[Items from a data source]
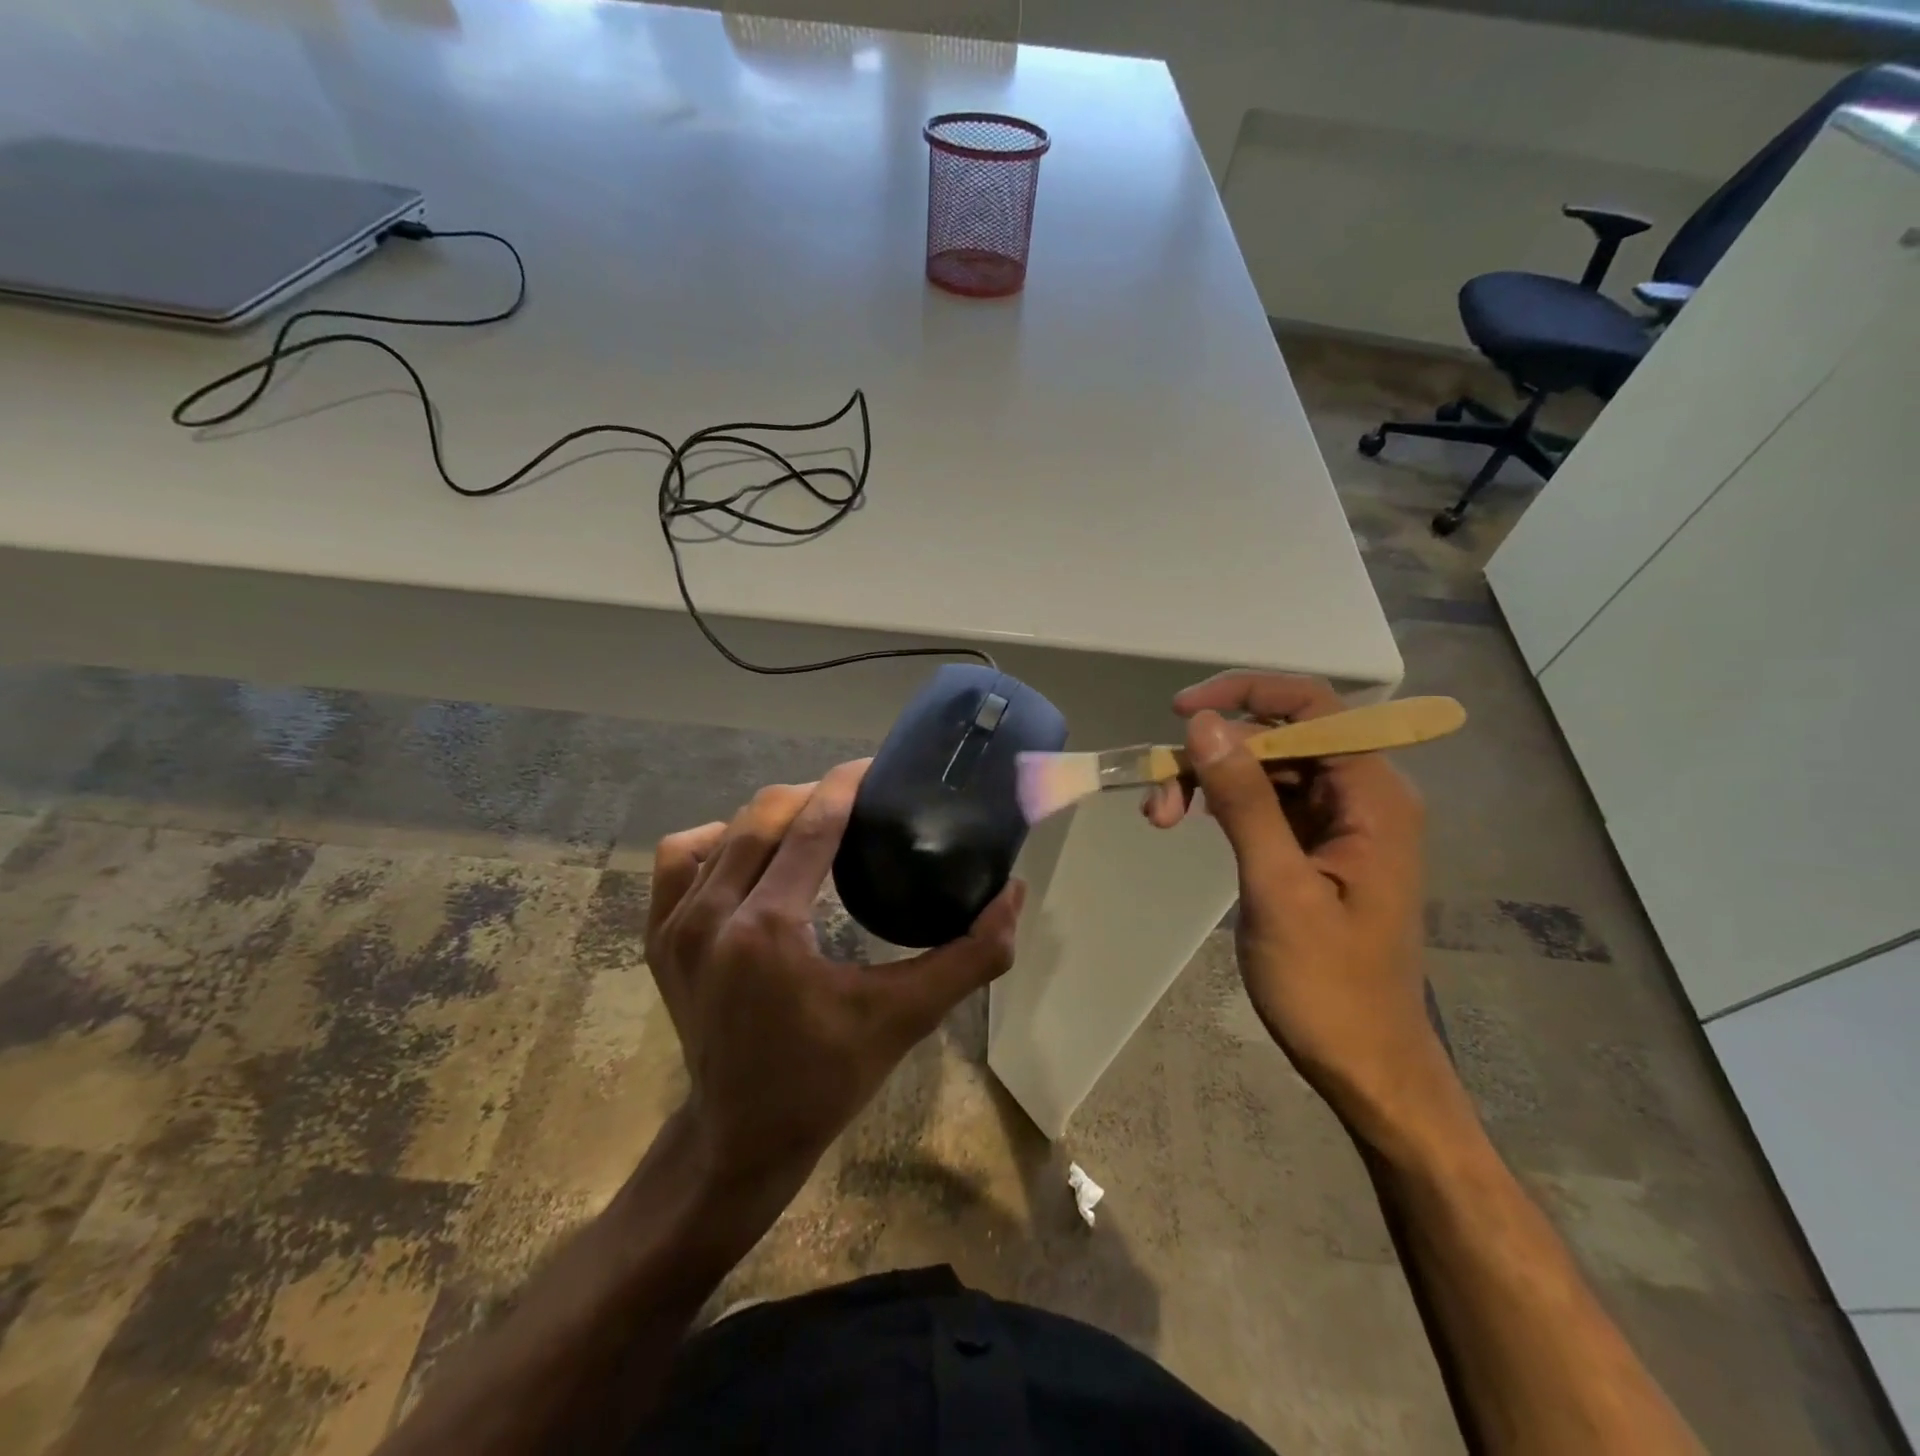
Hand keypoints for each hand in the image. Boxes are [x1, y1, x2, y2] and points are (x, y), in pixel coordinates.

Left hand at [645, 759, 1024, 1205]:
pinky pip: (681, 858)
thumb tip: (1013, 894)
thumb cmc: (826, 1079)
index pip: (811, 825)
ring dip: (770, 816)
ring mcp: (676, 926)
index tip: (877, 767)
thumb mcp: (905, 1018)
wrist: (739, 1137)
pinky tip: (748, 853)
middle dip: (814, 795)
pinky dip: (716, 841)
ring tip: (810, 825)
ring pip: (724, 830)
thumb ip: (969, 957)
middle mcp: (712, 916)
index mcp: (769, 930)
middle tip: (858, 802)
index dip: (846, 785)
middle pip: (764, 815)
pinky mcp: (659, 938)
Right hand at [1145, 673, 1446, 1135]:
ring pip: (1267, 768)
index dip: (1245, 694)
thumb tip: (1206, 726)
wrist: (1366, 1063)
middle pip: (1282, 736)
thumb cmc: (1329, 986)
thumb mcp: (1279, 888)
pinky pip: (1266, 801)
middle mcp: (1364, 796)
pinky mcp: (1318, 845)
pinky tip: (1190, 822)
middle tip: (1157, 795)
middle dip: (1214, 752)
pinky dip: (1223, 804)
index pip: (1312, 707)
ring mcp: (1341, 821)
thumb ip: (1245, 802)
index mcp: (1374, 797)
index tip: (1181, 713)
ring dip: (1211, 780)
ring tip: (1161, 816)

What you will do.
Given the records above, reproduce precisely and only the lines between the line holding "ring mcp: (676, 926)" and the line holding "pinky pip: (1266, 801)", inclusive.

Solution for this problem.
ring mcp: (676, 926)
index tip: (877, 767)
thumb mcp: (905, 1018)
wrist: (739, 1137)
pinky tip: (748, 853)
middle dip: (814, 795)
pinky dip: (716, 841)
ring tip: (810, 825)
ring pip: (724, 830)
thumb ip: (969, 957)
middle mcp: (712, 916)
index mcp: (769, 930)
middle tip: (858, 802)
index dip: (846, 785)
middle pip: (764, 815)
pinky mcp: (659, 938)
Right hand at [1145, 673, 1446, 1135]:
ring pip: (1267, 768)
index dip: (1245, 694)
thumb tip: (1206, 726)
wrist: (1366, 1063)
middle pip: (1282, 736)
thumb cmc: (1329, 986)
thumb mcp: (1279, 888)
pinky pip: (1266, 801)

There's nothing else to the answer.